Dutch adventurer Wim Hof is a human icicle — a man with incredible tolerance for cold. He holds the Guinness World Record for sitting in an ice bath for one hour, 52 minutes and 42 seconds — something most people can only tolerate for a few seconds.

Hof attributes this remarkable endurance and ability to a special meditation and breathing technique he's developed, which he says promises to "light your inner fire." 

Scientists from Wayne State University are now using sophisticated brain imaging technology to try to understand how Hof does it.

It's all about breathing

The secret to Hof's technique is a regimen that is meant to prepare the body for its encounter with extreme cold.

The first step is forced exhalations, which drops the level of carbon dioxide in the blood.

This creates a situation similar to hyperventilation, and usually triggers a range of symptoms including dizziness and light-headedness.

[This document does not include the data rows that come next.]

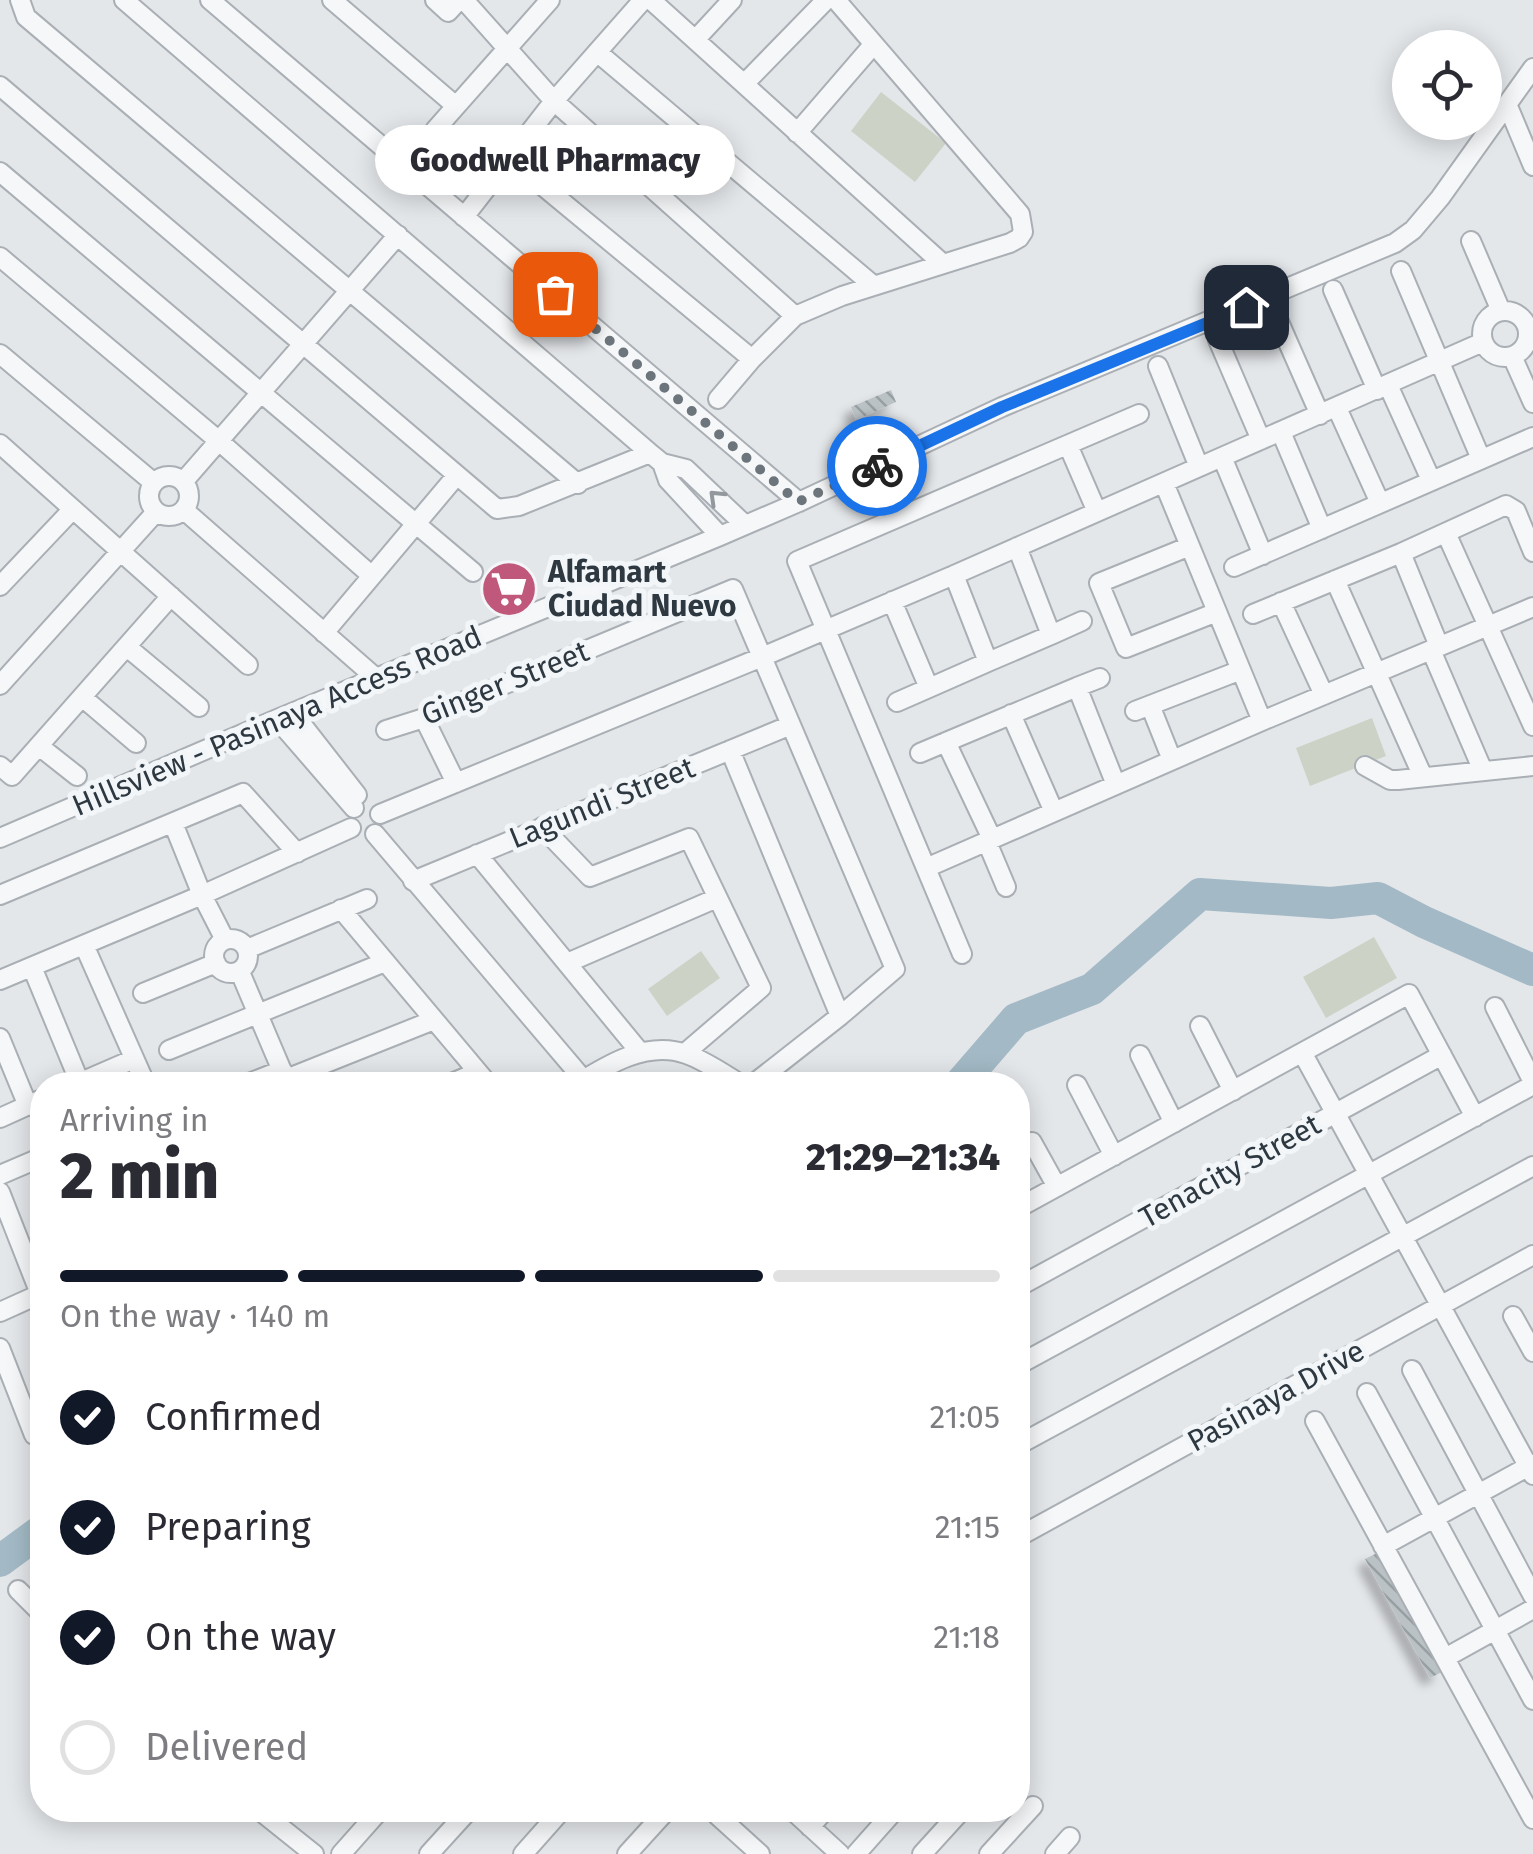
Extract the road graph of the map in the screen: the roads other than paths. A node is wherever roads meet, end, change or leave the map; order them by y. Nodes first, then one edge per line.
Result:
1 (20, 0) edge
2 (124, 0) edge
3 (210, 0) edge
4 (332, 0) edge
5 (434, 0) edge
6 (461, 0) edge
7 (550, 0) edge
8 (647, 0) edge
9 (732, 0) edge
10 (826, 0) edge
11 (836, 0) edge
12 (695, 40) junction
13 (874, 44) junction
14 (508, 48) junction
15 (597, 52) junction
16 (1533, 68) edge
17 (744, 84) junction
18 (0, 86) edge
19 (554, 101) junction
20 (1507, 104) junction
21 (456, 106) junction
22 (435, 130) dead end
23 (797, 133) junction
24 (509, 158) junction
25 (1533, 166) edge
26 (0, 172) edge
27 (464, 216) junction
28 (398, 235) junction
29 (1471, 241) dead end
30 (0, 257) edge
31 (942, 264) junction
32 (1400, 272) dead end
33 (874, 286) junction
34 (1333, 290) dead end
35 (350, 291) junction
36 (1501, 311) junction
37 (1276, 315) dead end
38 (794, 316) junction
39 (1530, 324) edge
40 (1218, 340) dead end
41 (1483, 342) junction
42 (304, 344) junction
43 (0, 354) edge
44 (1512, 356) junction
45 (752, 358) junction
46 (1439, 363) junction
47 (1158, 366) dead end
48 (1382, 388) junction
49 (261, 393) junction
50 (718, 399) dead end
51 (1533, 403) edge
52 (1328, 411) junction
53 (1139, 414) dead end
54 (1281, 432) junction
55 (1533, 437) edge
56 (1262, 440) junction
57 (220, 441) junction
58 (1068, 445) junction
59 (4, 456) edge
60 (656, 458) junction
61 (1222, 458) junction
62 (1481, 459) junction
63 (1200, 467) junction
64 (457, 475) junction
65 (1431, 480) junction
66 (184, 482) junction
67 (154, 483) junction
68 (1164, 483) junction
69 (578, 484) junction
70 (798, 502) junction
71 (1380, 503) junction
72 (73, 509) junction
73 (184, 510) junction
74 (156, 512) junction
75 (1097, 512) junction
76 (416, 524) junction
77 (745, 525) junction
78 (1322, 529) junction
79 (1446, 533) junction
80 (720, 536) junction
81 (1190, 546) junction
82 (1017, 547) junction
83 (121, 552) junction
84 (1533, 552) edge
85 (1400, 553) junction
86 (1262, 555) junction
87 (1234, 567) dead end
88 (473, 572) dead end
89 (954, 575) junction
90 (372, 576) junction
91 (1335, 580) junction
92 (0, 586) edge
93 (171, 596) junction
94 (892, 600) junction
95 (1281, 602) junction
96 (1533, 607) edge
97 (1217, 612) junction
98 (1253, 614) dead end
99 (1082, 621) dead end
100 (1487, 626) junction
101 (826, 629) junction
102 (324, 633) junction
103 (1051, 635) junction
104 (127, 647) junction
105 (1435, 648) junction
106 (762, 657) junction
107 (988, 662) junction
108 (248, 665) dead end
109 (1241, 670) junction
110 (1377, 672) junction
111 (376, 678) junction
112 (1100, 678) dead end
113 (0, 685) edge
114 (929, 688) junction
115 (1077, 688) junction
116 (1324, 694) junction
117 (82, 697) junction
118 (898, 702) dead end
119 (200, 706) dead end
120 (1012, 714) junction
121 (285, 716) junction
122 (424, 718) junction
123 (1262, 721) junction
124 (791, 725) junction
125 (1533, 726) edge
126 (386, 730) dead end
127 (946, 742) junction
128 (136, 743) dead end
129 (40, 746) junction
130 (730, 750) junction
131 (920, 753) dead end
132 (1172, 760) junction
133 (0, 766) edge
134 (1366, 766) dead end
135 (1533, 766) edge
136 (1483, 771) junction
137 (78, 776) dead end
138 (1423, 777) junction
139 (456, 783) junction
140 (1116, 785) junction
141 (358, 805) junction
142 (1054, 812) junction
143 (380, 814) junction
144 (172, 822) junction
145 (351, 828) junction
146 (542, 828) junction
147 (375, 834) junction
148 (0, 838) edge
149 (989, 841) junction
150 (297, 853) junction
151 (478, 854) junction
152 (926, 868) junction
153 (413, 880) junction
154 (1006, 887) dead end
155 (0, 895) edge
156 (202, 896) junction
157 (717, 898) junction
158 (367, 900) dead end
159 (341, 909) junction
160 (225, 940) junction
161 (84, 944) junction
162 (247, 949) junction
163 (962, 954) dead end
164 (385, 962) junction
165 (216, 963) junction
166 (567, 964) junction
167 (32, 966) junction
168 (240, 972) junction
169 (0, 980) edge
170 (143, 993) dead end
171 (1496, 1007) dead end
172 (258, 1014) junction
173 (840, 1016) junction
174 (434, 1020) junction
175 (1200, 1026) dead end
176 (0, 1038) edge
177 (170, 1050) dead end
178 (639, 1051) junction
179 (685, 1053) junction
180 (1302, 1054) junction
181 (1442, 1055) junction
182 (1140, 1056) dead end
183 (134, 1058) junction
184 (72, 1072) edge
185 (103, 1072) edge
186 (140, 1072) edge
187 (282, 1072) edge
188 (300, 1072) edge
189 (477, 1072) edge
190 (571, 1072) edge
191 (598, 1072) edge
192 (719, 1072) edge
193 (769, 1072) edge
194 (1533, 1083) edge
195 (1078, 1085) dead end
196 (1234, 1092) junction
197 (30, 1093) edge
198 (30, 1104) edge
199 (1335, 1114) junction
200 (1475, 1117) junction
201 (0, 1118) edge
202 (1174, 1123) junction
203 (1032, 1142) dead end
204 (1114, 1156) junction
205 (30, 1162) edge
206 (1533, 1166) edge
207 (0, 1175) edge
208 (1369, 1175) junction
209 (1057, 1187) junction
210 (0, 1192) edge
211 (1030, 1202) edge
212 (1402, 1236) junction
213 (1533, 1254) edge
214 (30, 1266) edge
215 (1030, 1280) edge
216 (30, 1300) edge
217 (1440, 1306) junction
218 (0, 1312) edge
219 (1513, 1316) dead end
220 (0, 1348) edge
221 (1533, 1352) edge
222 (1030, 1359) edge
223 (1412, 1370) dead end
224 (1367, 1393) dead end
225 (1315, 1421) dead end
226 (30, 1425) edge
227 (1030, 1438) edge
228 (1531, 1468) edge
229 (1479, 1493) junction
230 (1434, 1518) junction
231 (1030, 1530) edge
232 (1383, 1546) junction
233 (18, 1590) dead end
234 (1533, 1596) edge
235 (30, 1602) edge
236 (1533, 1609) edge
237 (1495, 1630) junction
238 (1445, 1658) junction
239 (1533, 1700) edge
240 (1526, 1788) edge
241 (1033, 1806) dead end
242 (1030, 1809) edge
243 (1533, 1818) edge
244 (279, 1822) edge
245 (369, 1822) edge
246 (458, 1822) edge
247 (551, 1822) edge
248 (656, 1822) edge
249 (725, 1822) edge
250 (806, 1822) edge
251 (814, 1822) edge
252 (884, 1822) edge
253 (951, 1822) edge
254 (1018, 1822) edge
255 (810, 1826) junction
256 (1070, 1837) dead end
257 (314, 1854) edge
258 (341, 1854) edge
259 (429, 1854) edge
260 (523, 1854) edge
261 (626, 1854) edge
262 (760, 1854) edge
263 (840, 1854) edge
264 (856, 1854) edge
265 (922, 1854) edge
266 (989, 1854) edge
267 (1055, 1854) edge

1 - 35 street
2 - 28 street
3 - 27 street
4 - 21 street
5 - 6 street
6 - 14 street
7 - 14 street
8 - 12 street
8 - 15 street
9 - 12 street
10 - 17 street
11 - 13 street
12 - 17 street
13 - 23 street
13 - 31 street
14 - 19 street
14 - 21 street
15 - 19 street
15 - 33 street
16 - 20 street, Hillsview - Pasinaya Access Road
17 - 23 street
18 - 42 street
19 - 24 street
19 - 38 street
20 - 25 street
20 - 70 street, Hillsview - Pasinaya Access Road
21 - 22 street
23 - 31 street
24 - 27 street
24 - 45 street
26 - 49 street
27 - 70 street
28 - 35 street
28 - 60 street
29 - 36 street
30 - 57 street
31 - 33 street
32 - 46 street
33 - 38 street
34 - 48 street
35 - 42 street
35 - 69 street
36 - 39 street
36 - 41 street
37 - 52 street
38 - 45 street
39 - 44 street
40 - 56 street
41 - 44 street
41 - 46 street
42 - 49 street
42 - 64 street
43 - 67 street
44 - 51 street
45 - 50 street
46 - 48 street
46 - 62 street
47 - 63 street
48 - 52 street
48 - 65 street
49 - 57 street
49 - 76 street
52 - 54 street
52 - 71 street
53 - 58 street
54 - 56 street
54 - 78 street
55 - 62 street
56 - 61 street
57 - 66 street
57 - 90 street
58 - 75 street
58 - 101 street
59 - 72 street
60 - 69 street
77 -> 60 street
60 - 80 street
61 - 63 street
61 - 86 street
62 - 65 street
63 - 68 street
64 - 69 street
64 - 76 street
65 - 71 street
66 - 67 street
66 - 73 street
67 - 74 street
68 - 75 street
68 - 81 street
70 - 77 street, Hillsview - Pasinaya Access Road
71 - 78 street
72 - 83 street
72 - 92 street
73 - 74 street
73 - 102 street
74 - 83 street
75 - 82 street
76 - 88 street
76 - 90 street
77 - 80 street, Hillsview - Pasinaya Access Road
78 - 86 street
79 - 84 street
79 - 85 street
79 - 100 street
80 - 111 street, Hillsview - Pasinaya Access Road
81 - 97 street
81 - 97 street
82 - 89 street
82 - 103 street
83 - 93 street
83 - 113 street
85 - 91 street
85 - 105 street
86 - 87 street
89 - 94 street
89 - 107 street
90 - 102 street
91 - 95 street
91 - 110 street
93 - 104 street
93 - 108 street
94 - 101 street
94 - 114 street
95 - 98 street
95 - 116 street
96 - 100 street
97 - 109 street
99 - 103 street
100 - 105 street
100 - 125 street
101 - 106 street
101 - 152 street
102 - 111 street
103 - 107 street
104 - 117 street
104 - 119 street
105 - 110 street
105 - 136 street
106 - 122 street, Ginger Street
106 - 124 street
106 - 139 street
107 - 114 street
109 - 123 street
109 - 132 street
110 - 116 street
110 - 138 street
111 - 121 street, Hillsview - Pasinaya Access Road
112 - 115 street
114 - 118 street
115 - 120 street
115 - 140 street
116 - 123 street
117 - 128 street
117 - 129 street
120 - 127 street
120 - 142 street
121 - 141 street
121 - 148 street, Hillsview - Pasinaya Access Road
122 - 126 street, Ginger Street
122 - 139 street
123 - 132 street
124 - 130 street, Lagundi Street
124 - 173 street
127 - 131 street
127 - 149 street
129 - 133 street
129 - 137 street
130 - 146 street, Lagundi Street
130 - 173 street
132 - 140 street
134 - 138 street
135 - 136 street
136 - 138 street
139 - 143 street
140 - 142 street
141 - 143 street
141 - 145 street
142 - 149 street
143 - 147 street
144 - 150 street
144 - 155 street
144 - 156 street
145 - 147 street
145 - 150 street
146 - 151 street, Lagundi Street
146 - 157 street
147 - 153 street
149 - 152 street
149 - 154 street
150 - 156 street
151 - 153 street, Lagundi Street
151 - 166 street
152 - 163 street
153 - 190 street
156 - 160 street
156 - 161 street
157 - 166 street
157 - 179 street
158 - 159 street
159 - 162 street
159 - 164 street
160 - 162 street
160 - 165 street
161 - 167 street
161 - 183 street
162 - 168 street
164 - 172 street
164 - 174 street
165 - 168 street
165 - 170 street
166 - 178 street
167 - 169 street
167 - 184 street
168 - 172 street
171 - 194 street
172 - 177 street
172 - 187 street
173 - 193 street
174 - 188 street
174 - 189 street
175 - 196 street
176 - 197 street
178 - 179 street
178 - 191 street
179 - 192 street
180 - 181 street
180 - 196 street
180 - 199 street
181 - 199 street, Tenacity Street
181 - 200 street
182 - 202 street
183 - 185 street
183 - 186 street
194 - 200 street
195 - 204 street
196 - 202 street
198 - 201 street
199 - 208 street
199 - 215 street, Tenacity Street
200 - 208 street
202 - 204 street
203 - 209 street
204 - 209 street
205 - 207 street
206 - 212 street
208 - 212 street
208 - 222 street
209 - 211 street
210 - 214 street
212 - 217 street
212 - 227 street
213 - 217 street, Pasinaya Drive
216 - 218 street
217 - 228 street
217 - 231 street, Pasinaya Drive
219 - 221 street
220 - 226 street
223 - 229 street
224 - 230 street
225 - 232 street
228 - 229 street
229 - 230 street
229 - 234 street
230 - 232 street
230 - 237 street
232 - 238 street
233 - 235 street
236 - 237 street
237 - 238 street
237 - 239 street
238 - 240 street
240 - 243 street
241 - 242 street
244 - 257 street
245 - 258 street
246 - 259 street
247 - 260 street
248 - 261 street
249 - 262 street
250 - 255 street
251 - 255 street
252 - 264 street
253 - 265 street
254 - 266 street
255 - 263 street
256 - 267 street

Practitioners of the Wim Hof method are trained to recognize this, and respond by holding their breath for up to 90 seconds.

This, in turn, causes a plunge in the oxygen saturation of the blood, another major stressor for the body that creates a sensation similar to suffocation.

However, those trained in Hof's meditation and breathing method can cope with this stress and are ready, if they want, to plunge into the cold.

Wim Hof and Dr. Otto Muzik prepare for a run in an fMRI brain scanning device (Wayne State University)

Throwing cold water on the mystery

Dr. Otto Muzik, an associate professor in the Faculty of Medicine at Wayne State University, used fMRI and PET scanning devices to peer into Hof's brain as he entered his breathing regimen wearing a special suit that circulates cold water around his body, to observe his cold tolerance.

Dr. Muzik discovered two ways in which Hof seemed to be able to manipulate his physiology to tolerate the cold.

Hof was able to increase activation in thermoregulatory areas of the brain and drive heat generation to protect his skin and extremities from cold damage.

He's also able to increase the release of chemicals in the brain called endocannabinoids, which create a sensation of euphoria, to help numb the pain of the cold.